Wealth managers face the challenge of turning global trends into practical actions by building portfolios, having meaningful client conversations, meeting price and value Consumer Duty requirements and creating operating models that work in a competitive UK market shaped by consolidation, private equity and product innovation. To aid with this, this article highlights six trends that wealth managers should consider.

  1. 01

    Performance and concentrated growth

    Fiscal stimulus and accelerating AI investment are expected to lift global growth and corporate profits. However, the gains are unlikely to be evenly distributed. A relatively small group of high-quality companies including major hyperscalers such as Amazon, Microsoft and Alphabet i.e. those with scalable business models and clear monetisation strategies are expected to capture a disproportionate share of earnings[1]. For wealth managers, this means moving beyond broad exposure and focusing on selective ownership of durable earnings streams. But concentration also raises execution risk. When a handful of names drive returns, how you buy, hold and sell them becomes crucial. Investors should treat concentration as just another risk budget decision and consider whether other alternatives such as factor tilts, that avoid unintended crowding, will play larger parts in portfolio construction.

  2. 02

    Industry trends: Regulation, consolidation and consumer duty

    Industry trends will increasingly shape the operating environment for UK wealth managers. The FCA's Consumer Duty now requires firms to evidence clear price‑and‑value outcomes, apply proportional oversight and ensure accountability across the distribution chain. The 2025 update formalises board‑level reporting and removes the "Duty Champion" role, signalling that implementation should now be fully embedded.[2]

    The FCA's consolidator review will also reshape business models, especially for private equity (PE) backed firms. Higher regulatory‑capital expectations, institutional‑grade standards[3] and rising cost‑to‑serve driven by data, MI, outcomes testing, board reporting and deeper integration will likely increase operating costs. PE‑owned firms also face tighter limits on extracting cash from regulated entities.

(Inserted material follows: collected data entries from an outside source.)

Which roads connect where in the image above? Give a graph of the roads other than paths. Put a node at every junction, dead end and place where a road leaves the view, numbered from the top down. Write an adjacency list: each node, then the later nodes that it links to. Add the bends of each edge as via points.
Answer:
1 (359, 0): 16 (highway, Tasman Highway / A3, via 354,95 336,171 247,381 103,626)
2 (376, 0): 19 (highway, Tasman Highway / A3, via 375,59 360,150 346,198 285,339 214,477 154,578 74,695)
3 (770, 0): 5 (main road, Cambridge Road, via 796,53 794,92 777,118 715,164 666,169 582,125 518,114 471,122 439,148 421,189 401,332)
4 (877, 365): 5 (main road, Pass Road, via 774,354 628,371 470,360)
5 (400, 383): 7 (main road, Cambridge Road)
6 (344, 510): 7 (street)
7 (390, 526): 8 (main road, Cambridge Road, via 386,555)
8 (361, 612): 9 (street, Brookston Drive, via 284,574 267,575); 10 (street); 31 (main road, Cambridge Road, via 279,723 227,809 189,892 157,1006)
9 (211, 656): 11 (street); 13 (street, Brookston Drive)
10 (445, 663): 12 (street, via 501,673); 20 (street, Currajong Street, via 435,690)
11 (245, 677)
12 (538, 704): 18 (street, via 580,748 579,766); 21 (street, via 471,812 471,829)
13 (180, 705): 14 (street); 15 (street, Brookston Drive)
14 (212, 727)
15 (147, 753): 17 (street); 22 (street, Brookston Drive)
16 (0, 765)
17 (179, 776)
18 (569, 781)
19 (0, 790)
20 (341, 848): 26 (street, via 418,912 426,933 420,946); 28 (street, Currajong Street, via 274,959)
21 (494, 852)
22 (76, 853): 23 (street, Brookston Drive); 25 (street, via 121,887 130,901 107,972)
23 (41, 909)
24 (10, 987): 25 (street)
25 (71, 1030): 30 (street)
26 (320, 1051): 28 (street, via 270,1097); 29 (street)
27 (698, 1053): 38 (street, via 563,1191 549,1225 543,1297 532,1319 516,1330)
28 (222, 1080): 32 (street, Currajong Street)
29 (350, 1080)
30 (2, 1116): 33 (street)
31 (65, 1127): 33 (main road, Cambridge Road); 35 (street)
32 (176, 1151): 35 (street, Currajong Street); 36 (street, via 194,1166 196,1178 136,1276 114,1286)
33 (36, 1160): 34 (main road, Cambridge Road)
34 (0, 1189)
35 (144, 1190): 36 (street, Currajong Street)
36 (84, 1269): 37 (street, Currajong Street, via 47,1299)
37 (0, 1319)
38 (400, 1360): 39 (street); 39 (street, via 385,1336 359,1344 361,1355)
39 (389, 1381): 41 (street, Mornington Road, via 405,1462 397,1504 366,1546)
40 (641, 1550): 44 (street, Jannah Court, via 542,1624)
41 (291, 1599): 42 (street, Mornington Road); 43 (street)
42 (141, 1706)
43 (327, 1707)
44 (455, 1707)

    CEOs should plan for structurally higher compliance spend and more conservative capital adequacy policies. Clear articulation of price and value will be essential for client retention and regulatory resilience. In this environment, economic value creation becomes the core differentiator: firms must show they can deliver sustainable client outcomes while absorbing greater regulatory and operational demands to deliver investors and shareholders the returns they expect.

  3. 03

    Private markets evergreen adoption in portfolios

    Private markets and evergreen funds are moving deeper into wealth channels. Early adoption is already visible in the UK market, with more firms exploring evergreen structures. For clients, these vehicles, appropriately sized from an asset allocation perspective and structured appropriately, offer long‑term access to private markets without forced exits, creating new opportunities for diversification. WTW is considering how private‑market routes with strict liquidity and governance standards can play a part in wealth portfolios, while also working with advisers to assess how (and in what circumstances) integrating private markets evergreen strategies can responsibly contribute to improving risk-adjusted returns of portfolios.

  4. 04

    Active ETFs (Exchange-Traded Funds) and product innovation

    Innovation in product design is another theme for 2026. Active ETFs are set to play a bigger role in UK wealth portfolios, notwithstanding some of the platforms' operational execution capabilities, combining the transparency and liquidity of ETFs with active management. They align well with consumer duty requirements by offering efficiency and clarity. Ensuring active ETFs are positioned as client‑friendly vehicles that enhance portfolio construction will be key. We have seen growth in these types of strategies across Europe and are having several early conversations with our top-rated asset managers about their plans for developing more in the active ETF space.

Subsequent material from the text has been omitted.